▶ _TRY IT_
Note each line in the data below that holds "産業通り", and copy it.
▬▬▬
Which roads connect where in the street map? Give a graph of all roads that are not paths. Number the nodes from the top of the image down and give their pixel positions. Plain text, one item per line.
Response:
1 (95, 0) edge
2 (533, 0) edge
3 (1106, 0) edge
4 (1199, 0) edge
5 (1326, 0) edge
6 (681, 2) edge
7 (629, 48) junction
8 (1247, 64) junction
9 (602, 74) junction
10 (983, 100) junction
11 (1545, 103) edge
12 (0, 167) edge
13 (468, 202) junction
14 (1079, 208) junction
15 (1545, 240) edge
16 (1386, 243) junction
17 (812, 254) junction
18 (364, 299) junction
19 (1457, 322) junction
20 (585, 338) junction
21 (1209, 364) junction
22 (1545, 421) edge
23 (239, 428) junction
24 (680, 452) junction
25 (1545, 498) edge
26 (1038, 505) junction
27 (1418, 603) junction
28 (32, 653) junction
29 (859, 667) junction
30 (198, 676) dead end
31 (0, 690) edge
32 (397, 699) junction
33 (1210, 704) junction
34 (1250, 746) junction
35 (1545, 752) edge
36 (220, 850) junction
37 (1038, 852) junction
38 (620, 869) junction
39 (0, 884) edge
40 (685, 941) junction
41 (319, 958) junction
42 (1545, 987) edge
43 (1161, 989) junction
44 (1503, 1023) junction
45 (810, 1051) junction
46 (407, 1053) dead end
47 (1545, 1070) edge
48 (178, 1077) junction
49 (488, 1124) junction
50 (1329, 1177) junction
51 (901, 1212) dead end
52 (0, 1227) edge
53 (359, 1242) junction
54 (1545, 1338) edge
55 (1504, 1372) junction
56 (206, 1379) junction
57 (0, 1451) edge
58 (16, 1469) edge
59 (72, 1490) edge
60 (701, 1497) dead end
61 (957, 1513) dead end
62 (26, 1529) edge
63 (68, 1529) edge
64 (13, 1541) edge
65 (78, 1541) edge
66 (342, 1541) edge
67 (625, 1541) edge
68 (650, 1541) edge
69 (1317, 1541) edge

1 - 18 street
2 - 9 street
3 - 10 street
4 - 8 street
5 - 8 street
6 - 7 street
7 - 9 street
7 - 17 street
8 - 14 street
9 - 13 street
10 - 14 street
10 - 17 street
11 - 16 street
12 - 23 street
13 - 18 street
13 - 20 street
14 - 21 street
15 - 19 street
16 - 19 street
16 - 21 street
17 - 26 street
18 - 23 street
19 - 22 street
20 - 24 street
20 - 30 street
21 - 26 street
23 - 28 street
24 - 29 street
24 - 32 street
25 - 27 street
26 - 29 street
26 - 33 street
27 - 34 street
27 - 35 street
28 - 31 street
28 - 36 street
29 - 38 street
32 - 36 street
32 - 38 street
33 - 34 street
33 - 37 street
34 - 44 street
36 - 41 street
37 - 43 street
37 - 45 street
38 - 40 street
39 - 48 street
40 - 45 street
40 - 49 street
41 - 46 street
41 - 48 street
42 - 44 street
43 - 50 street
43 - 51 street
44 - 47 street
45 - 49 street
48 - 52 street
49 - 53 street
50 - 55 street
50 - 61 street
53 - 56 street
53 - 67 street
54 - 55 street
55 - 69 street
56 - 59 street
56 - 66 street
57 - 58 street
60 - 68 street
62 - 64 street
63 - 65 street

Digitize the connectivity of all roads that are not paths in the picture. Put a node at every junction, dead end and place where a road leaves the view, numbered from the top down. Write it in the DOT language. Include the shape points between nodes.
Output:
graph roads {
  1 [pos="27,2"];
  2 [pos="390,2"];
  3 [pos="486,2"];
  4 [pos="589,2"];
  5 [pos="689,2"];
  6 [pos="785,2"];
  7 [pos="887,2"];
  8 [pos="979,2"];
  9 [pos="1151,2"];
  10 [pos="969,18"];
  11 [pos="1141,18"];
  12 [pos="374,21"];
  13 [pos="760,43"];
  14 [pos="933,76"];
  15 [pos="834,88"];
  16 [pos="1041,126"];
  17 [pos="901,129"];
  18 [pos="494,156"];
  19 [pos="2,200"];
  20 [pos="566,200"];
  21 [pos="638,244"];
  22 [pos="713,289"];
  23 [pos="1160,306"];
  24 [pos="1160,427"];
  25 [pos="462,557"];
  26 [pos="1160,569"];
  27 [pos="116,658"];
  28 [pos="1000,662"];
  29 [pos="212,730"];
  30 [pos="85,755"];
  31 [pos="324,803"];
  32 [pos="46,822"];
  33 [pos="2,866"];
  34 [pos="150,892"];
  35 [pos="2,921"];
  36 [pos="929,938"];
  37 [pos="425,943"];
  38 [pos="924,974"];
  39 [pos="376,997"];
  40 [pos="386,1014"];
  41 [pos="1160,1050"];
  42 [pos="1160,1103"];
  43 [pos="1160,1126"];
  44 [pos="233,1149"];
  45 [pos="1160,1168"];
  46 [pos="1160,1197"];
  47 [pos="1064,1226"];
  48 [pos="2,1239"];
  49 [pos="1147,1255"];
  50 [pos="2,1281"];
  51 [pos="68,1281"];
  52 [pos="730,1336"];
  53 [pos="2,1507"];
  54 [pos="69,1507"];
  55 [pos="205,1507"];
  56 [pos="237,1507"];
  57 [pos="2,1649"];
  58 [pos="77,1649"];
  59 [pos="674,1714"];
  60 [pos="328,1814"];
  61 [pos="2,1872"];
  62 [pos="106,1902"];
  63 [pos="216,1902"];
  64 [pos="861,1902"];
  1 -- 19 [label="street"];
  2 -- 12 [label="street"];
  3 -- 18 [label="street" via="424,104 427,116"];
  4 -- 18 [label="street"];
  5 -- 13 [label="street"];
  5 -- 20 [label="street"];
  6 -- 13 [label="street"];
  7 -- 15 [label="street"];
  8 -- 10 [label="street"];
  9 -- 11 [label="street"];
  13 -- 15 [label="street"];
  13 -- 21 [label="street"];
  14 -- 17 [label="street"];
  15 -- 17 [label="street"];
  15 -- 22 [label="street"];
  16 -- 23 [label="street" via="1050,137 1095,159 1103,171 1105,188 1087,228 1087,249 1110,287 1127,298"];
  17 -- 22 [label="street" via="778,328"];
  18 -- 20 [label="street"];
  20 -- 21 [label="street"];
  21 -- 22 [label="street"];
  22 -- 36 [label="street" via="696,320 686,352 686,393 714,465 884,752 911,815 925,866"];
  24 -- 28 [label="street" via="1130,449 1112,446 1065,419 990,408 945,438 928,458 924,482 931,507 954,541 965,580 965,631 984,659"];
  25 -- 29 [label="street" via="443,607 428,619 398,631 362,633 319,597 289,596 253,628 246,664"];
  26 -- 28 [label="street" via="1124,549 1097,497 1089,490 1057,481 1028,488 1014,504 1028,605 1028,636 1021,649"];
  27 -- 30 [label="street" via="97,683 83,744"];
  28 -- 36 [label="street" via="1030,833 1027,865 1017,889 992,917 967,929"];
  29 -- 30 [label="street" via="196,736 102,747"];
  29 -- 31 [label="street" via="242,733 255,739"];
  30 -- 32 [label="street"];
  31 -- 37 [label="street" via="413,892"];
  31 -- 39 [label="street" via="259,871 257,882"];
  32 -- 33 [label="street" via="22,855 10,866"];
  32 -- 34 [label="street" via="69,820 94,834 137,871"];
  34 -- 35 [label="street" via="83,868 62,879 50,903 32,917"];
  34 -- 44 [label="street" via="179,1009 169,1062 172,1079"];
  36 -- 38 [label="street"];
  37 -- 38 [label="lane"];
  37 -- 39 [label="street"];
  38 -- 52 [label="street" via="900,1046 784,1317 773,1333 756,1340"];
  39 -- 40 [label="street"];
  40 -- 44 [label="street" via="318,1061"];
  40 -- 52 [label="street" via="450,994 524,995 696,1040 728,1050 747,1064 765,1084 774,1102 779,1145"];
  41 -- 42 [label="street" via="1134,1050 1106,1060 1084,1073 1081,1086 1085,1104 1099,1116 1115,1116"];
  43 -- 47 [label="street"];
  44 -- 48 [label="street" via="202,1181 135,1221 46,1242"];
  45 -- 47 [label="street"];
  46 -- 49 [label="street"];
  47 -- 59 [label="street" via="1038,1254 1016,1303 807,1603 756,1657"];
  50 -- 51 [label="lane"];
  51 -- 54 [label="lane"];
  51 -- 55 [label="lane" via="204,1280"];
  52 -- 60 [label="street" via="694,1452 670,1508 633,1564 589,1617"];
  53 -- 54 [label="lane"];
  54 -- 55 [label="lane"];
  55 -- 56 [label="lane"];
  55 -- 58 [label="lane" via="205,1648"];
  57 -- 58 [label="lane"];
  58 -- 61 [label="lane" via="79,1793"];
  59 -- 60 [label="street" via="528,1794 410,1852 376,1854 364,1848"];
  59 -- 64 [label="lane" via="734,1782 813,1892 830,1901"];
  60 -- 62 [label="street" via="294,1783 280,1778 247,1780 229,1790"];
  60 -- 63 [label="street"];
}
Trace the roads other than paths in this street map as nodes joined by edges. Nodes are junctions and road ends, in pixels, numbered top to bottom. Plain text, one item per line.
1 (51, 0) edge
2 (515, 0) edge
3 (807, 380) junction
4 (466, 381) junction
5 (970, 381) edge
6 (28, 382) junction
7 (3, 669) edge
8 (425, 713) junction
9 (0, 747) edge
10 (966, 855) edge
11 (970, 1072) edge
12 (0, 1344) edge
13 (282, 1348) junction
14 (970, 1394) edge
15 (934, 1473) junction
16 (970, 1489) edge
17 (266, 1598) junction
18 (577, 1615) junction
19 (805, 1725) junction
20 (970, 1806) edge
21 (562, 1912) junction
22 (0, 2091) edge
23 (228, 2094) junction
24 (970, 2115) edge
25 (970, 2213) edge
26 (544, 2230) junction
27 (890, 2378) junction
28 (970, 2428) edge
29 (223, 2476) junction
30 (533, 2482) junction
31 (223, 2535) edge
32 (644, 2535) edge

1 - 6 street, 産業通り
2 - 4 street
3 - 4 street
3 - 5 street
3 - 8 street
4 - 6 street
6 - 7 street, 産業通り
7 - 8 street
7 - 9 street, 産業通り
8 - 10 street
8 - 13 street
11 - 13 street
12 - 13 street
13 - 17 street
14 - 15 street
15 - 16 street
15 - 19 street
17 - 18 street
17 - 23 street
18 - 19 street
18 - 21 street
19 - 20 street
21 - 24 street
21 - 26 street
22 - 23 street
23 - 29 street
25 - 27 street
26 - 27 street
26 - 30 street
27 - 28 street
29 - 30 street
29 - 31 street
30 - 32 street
▬▬▬
▶ _RESPONSE AREA_
1 - 6 street, 産業通り
6 - 7 street, 産業通り
7 - 9 street, 産業通り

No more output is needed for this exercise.